> _DATA IN THIS EXERCISE_
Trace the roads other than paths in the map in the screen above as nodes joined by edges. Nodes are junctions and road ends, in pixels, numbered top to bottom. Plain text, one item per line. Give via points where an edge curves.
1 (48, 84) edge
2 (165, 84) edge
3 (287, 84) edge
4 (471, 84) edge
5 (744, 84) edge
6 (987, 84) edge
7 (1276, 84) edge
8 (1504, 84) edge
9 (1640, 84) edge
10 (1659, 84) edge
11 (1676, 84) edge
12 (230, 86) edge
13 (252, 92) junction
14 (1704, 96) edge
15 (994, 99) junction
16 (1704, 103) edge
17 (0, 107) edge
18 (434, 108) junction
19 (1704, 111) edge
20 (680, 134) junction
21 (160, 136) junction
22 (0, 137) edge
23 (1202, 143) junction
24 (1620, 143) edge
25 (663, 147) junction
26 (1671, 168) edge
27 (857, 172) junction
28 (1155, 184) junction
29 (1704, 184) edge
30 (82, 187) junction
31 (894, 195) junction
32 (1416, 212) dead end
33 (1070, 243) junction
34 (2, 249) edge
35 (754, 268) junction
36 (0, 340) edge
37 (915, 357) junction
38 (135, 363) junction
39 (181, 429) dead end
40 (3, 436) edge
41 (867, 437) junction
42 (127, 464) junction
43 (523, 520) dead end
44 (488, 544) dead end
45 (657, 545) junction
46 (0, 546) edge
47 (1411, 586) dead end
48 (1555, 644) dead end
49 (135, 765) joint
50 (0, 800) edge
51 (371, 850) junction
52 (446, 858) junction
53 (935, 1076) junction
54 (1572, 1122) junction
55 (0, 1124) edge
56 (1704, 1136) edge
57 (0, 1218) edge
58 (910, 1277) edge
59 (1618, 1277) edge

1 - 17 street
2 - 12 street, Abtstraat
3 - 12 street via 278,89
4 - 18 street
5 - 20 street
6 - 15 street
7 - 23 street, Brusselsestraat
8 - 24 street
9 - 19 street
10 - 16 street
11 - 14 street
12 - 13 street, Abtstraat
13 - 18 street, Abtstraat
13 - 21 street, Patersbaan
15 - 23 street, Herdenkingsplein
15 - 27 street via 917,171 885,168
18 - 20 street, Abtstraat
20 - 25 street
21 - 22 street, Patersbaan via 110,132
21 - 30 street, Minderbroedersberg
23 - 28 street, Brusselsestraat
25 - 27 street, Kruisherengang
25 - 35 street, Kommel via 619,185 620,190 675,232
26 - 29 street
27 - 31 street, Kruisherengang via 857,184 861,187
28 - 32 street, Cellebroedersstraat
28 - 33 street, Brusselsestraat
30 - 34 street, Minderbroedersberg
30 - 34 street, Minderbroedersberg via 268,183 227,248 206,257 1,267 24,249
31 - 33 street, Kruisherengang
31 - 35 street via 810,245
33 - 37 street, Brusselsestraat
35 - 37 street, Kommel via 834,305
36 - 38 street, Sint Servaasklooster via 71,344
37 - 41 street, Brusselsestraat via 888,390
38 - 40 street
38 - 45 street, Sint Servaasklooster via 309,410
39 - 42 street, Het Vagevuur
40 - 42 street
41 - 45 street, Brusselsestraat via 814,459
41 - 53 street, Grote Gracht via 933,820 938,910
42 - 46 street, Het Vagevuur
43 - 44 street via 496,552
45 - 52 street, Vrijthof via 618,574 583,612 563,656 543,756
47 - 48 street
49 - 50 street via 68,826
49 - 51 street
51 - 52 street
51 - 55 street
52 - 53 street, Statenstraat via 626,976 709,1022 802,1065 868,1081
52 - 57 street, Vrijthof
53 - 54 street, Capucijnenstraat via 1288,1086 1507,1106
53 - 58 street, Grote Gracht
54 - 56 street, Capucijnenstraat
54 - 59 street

> _EXERCISE DESCRIPTION_
In the material above, find each line that contains the word "Servaasklooster", and select it.

> _RESULT FOR THIS EXERCISE_
36 - 38 street, Sint Servaasklooster via 71,344
38 - 45 street, Sint Servaasklooster via 309,410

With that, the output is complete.